# Material provided
_ _ _

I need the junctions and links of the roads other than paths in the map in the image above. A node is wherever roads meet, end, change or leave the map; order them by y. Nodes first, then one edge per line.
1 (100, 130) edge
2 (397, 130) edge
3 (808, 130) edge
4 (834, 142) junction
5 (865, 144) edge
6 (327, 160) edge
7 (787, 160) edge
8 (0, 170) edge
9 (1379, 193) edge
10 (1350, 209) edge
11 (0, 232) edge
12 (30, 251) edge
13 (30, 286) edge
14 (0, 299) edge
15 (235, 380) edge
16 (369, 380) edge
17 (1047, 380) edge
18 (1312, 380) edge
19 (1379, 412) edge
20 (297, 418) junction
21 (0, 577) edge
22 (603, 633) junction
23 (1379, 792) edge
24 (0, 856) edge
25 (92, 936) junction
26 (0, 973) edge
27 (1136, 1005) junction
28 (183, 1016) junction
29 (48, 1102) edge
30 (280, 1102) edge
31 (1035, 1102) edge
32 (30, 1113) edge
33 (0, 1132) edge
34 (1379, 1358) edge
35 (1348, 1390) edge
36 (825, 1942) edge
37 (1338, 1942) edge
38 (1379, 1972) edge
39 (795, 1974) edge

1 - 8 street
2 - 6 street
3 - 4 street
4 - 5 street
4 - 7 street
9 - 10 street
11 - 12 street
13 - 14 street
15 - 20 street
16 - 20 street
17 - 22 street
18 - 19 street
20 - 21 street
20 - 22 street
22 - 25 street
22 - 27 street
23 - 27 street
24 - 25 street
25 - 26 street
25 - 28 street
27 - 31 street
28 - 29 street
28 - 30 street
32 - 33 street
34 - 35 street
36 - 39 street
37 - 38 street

_ _ _

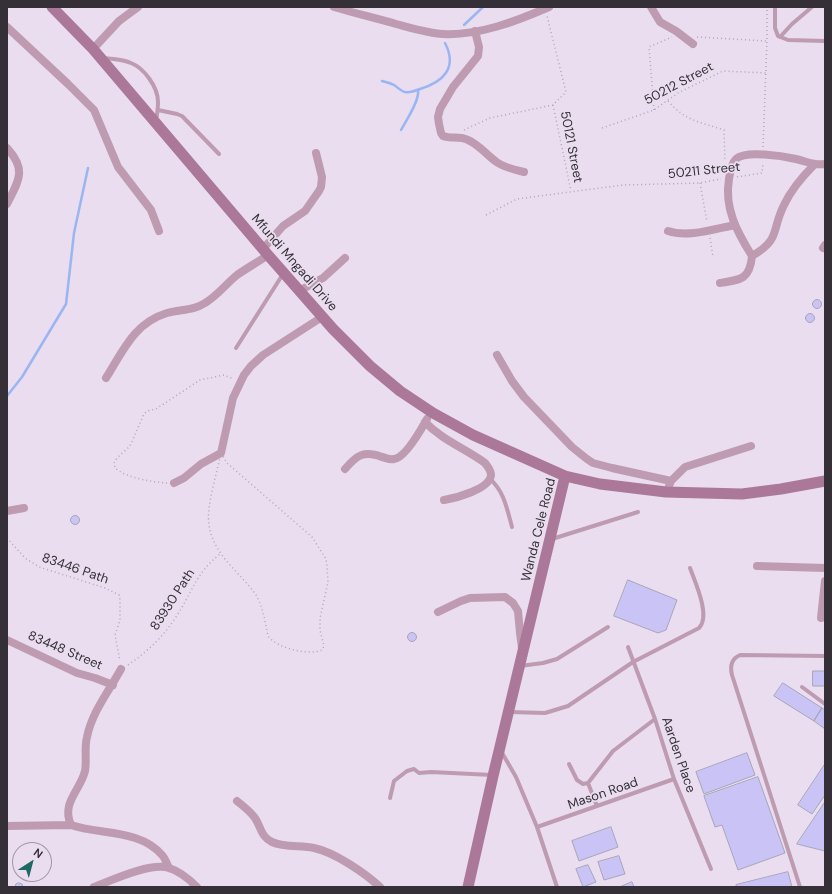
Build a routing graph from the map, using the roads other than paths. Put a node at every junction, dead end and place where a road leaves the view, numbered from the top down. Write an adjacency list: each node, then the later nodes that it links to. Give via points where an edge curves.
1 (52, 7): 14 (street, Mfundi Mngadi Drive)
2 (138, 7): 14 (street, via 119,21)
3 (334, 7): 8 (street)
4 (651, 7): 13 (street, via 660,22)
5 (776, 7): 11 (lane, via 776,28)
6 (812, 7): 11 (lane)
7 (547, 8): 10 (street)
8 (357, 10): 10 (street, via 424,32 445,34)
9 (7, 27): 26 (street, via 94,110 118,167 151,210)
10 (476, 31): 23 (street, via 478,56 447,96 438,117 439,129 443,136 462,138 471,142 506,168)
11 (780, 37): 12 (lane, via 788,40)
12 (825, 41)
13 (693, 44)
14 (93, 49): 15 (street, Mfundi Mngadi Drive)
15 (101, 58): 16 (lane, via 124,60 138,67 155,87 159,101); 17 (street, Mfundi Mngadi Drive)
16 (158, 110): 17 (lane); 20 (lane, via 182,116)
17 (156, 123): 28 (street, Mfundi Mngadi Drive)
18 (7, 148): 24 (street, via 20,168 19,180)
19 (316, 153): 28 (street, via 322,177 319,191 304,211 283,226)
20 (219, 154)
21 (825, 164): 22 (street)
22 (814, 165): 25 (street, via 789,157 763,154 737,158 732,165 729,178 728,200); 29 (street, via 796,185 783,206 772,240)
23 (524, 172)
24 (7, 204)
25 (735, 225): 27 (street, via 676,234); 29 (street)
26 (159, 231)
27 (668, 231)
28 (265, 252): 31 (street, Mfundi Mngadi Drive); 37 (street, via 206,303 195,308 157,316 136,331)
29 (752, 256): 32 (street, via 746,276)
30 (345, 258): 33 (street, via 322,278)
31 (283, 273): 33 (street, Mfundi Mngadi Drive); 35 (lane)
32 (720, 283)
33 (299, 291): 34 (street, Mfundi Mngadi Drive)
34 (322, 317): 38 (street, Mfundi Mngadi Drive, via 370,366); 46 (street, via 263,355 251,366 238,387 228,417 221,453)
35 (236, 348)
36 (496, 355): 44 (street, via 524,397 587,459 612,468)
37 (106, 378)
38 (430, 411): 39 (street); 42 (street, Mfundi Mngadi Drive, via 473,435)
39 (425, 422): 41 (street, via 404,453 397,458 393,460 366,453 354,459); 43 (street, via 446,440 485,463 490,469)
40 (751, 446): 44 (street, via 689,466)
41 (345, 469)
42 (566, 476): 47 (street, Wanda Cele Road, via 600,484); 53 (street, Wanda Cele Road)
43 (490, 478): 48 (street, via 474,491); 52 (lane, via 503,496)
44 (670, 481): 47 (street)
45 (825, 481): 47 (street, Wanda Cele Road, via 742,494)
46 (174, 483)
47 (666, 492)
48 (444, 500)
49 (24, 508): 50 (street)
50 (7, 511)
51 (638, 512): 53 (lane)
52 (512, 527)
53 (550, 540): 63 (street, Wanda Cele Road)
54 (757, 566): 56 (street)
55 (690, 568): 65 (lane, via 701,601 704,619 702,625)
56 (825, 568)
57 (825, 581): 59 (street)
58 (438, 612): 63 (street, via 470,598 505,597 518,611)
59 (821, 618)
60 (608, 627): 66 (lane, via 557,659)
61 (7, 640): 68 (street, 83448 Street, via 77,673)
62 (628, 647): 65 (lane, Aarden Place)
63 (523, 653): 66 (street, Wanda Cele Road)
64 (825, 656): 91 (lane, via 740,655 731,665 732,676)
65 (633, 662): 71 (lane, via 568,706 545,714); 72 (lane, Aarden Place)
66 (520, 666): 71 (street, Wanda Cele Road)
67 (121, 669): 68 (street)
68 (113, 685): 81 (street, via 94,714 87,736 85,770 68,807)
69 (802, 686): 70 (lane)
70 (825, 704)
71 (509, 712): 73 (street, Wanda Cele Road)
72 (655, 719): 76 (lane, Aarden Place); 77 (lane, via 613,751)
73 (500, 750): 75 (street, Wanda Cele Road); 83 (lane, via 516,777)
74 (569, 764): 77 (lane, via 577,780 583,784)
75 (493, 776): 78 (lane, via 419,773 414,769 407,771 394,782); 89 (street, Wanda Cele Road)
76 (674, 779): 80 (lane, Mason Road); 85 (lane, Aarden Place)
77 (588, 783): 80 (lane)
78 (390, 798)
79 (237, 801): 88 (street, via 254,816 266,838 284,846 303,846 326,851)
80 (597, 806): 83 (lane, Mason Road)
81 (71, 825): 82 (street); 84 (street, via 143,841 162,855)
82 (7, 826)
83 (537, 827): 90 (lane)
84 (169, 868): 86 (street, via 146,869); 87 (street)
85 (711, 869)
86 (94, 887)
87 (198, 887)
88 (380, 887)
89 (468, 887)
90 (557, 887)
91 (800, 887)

_ _ _

# What you will do
Copy out every line in the records where the word "Mason" is found.

# Task output
76 (674, 779): 80 (lane, Mason Road); 85 (lane, Aarden Place)
80 (597, 806): 83 (lane, Mason Road)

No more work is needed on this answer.